(Beginning of ENTRIES SHOWN)

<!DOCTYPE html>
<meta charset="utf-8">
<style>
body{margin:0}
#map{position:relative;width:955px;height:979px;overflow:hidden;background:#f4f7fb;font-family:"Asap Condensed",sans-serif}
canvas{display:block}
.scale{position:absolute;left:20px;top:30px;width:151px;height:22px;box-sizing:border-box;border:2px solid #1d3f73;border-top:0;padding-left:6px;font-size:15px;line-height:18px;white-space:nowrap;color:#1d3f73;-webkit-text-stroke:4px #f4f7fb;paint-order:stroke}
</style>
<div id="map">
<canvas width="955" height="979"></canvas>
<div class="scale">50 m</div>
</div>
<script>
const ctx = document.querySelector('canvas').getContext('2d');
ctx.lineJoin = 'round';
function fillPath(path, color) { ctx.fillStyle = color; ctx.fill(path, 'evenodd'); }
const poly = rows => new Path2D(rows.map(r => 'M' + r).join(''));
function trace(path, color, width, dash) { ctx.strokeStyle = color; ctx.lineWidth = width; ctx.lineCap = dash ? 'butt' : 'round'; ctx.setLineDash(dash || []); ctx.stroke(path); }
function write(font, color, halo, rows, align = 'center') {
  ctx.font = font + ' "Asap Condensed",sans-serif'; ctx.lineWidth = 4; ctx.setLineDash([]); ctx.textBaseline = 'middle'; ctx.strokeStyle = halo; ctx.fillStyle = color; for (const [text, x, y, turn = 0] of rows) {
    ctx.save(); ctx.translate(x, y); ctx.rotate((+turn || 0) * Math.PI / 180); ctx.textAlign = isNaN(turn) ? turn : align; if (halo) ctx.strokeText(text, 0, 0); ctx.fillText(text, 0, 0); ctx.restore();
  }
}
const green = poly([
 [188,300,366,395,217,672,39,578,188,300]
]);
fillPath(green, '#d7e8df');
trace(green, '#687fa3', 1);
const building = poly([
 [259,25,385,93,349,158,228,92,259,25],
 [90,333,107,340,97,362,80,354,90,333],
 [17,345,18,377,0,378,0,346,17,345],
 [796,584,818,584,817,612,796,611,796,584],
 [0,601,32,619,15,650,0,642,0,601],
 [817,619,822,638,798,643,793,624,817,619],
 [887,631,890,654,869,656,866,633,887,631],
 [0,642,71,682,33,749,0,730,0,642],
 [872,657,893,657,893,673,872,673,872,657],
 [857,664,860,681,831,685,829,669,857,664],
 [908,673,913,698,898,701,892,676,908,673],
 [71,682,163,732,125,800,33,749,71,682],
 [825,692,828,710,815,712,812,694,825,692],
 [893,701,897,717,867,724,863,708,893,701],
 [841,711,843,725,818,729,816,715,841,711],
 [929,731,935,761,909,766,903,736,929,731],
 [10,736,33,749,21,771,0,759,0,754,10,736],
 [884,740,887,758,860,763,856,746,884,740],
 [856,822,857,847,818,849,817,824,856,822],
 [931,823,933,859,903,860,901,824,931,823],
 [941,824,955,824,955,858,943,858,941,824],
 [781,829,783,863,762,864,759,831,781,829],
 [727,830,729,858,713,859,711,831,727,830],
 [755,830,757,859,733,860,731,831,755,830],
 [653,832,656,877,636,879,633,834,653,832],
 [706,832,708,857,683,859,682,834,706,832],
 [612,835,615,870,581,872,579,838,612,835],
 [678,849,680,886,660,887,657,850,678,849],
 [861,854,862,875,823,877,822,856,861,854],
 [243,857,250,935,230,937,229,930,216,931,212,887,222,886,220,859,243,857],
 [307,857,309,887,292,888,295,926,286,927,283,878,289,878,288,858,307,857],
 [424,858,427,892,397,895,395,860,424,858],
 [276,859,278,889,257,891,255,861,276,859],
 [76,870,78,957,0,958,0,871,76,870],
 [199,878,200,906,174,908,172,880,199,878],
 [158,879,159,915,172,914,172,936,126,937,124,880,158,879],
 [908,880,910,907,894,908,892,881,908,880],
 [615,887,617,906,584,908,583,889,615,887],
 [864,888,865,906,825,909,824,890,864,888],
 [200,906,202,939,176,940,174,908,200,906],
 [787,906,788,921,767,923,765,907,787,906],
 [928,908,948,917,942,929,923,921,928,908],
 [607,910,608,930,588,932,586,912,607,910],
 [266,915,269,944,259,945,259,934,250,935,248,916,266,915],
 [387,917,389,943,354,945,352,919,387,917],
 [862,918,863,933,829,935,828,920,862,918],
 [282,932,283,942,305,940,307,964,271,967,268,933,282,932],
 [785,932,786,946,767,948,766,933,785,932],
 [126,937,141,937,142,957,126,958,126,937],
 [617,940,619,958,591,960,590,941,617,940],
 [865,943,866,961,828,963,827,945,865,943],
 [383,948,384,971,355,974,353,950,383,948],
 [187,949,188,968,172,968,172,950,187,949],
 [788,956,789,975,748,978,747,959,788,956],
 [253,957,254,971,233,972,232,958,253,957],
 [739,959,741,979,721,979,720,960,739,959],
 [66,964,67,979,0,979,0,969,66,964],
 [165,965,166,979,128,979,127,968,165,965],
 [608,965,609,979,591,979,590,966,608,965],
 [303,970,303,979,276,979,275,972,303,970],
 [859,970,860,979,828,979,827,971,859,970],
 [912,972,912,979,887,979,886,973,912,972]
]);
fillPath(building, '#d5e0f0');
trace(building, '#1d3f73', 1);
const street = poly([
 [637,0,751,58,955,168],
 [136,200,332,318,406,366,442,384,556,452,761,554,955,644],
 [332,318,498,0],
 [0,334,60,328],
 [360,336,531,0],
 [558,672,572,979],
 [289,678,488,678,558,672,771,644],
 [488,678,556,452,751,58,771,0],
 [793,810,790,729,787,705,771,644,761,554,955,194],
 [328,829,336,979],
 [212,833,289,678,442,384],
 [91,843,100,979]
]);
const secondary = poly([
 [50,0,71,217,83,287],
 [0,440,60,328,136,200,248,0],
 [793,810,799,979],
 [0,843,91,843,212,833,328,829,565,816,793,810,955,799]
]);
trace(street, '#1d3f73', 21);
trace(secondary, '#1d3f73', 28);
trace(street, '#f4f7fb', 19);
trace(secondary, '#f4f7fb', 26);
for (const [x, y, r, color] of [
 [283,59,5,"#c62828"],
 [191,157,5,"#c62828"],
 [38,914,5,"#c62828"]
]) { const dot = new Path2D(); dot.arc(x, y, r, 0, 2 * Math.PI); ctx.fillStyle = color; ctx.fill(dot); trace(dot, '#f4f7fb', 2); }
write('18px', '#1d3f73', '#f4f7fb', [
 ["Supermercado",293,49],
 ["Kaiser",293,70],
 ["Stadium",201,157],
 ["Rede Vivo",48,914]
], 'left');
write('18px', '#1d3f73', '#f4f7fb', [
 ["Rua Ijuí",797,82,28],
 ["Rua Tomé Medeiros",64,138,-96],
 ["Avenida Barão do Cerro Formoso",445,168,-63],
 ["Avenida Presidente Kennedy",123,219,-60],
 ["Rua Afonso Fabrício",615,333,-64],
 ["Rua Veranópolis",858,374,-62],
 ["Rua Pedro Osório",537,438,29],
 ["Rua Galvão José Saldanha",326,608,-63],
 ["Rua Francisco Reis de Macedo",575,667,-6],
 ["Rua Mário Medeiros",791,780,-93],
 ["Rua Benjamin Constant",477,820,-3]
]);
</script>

(End of ENTRIES SHOWN)

WORK REQUEST>
Could you repeat exactly the lines above from the line with "function write(font, color, halo, rows, align" up to and including the line with "[188,300,366,395,217,672,39,578,188,300]", and only those?

YOUR SOLUTION>
function write(font, color, halo, rows, align = 'center') {
  ctx.font = font + ' "Asap Condensed",sans-serif'; ctx.lineWidth = 4; ctx.setLineDash([]); ctx.textBaseline = 'middle'; ctx.strokeStyle = halo; ctx.fillStyle = color; for (const [text, x, y, turn = 0] of rows) {
    ctx.save(); ctx.translate(x, y); ctx.rotate((+turn || 0) * Math.PI / 180); ctx.textAlign = isNaN(turn) ? turn : align; if (halo) ctx.strokeText(text, 0, 0); ctx.fillText(text, 0, 0); ctx.restore();
  }
}
const green = poly([
 [188,300,366,395,217,672,39,578,188,300]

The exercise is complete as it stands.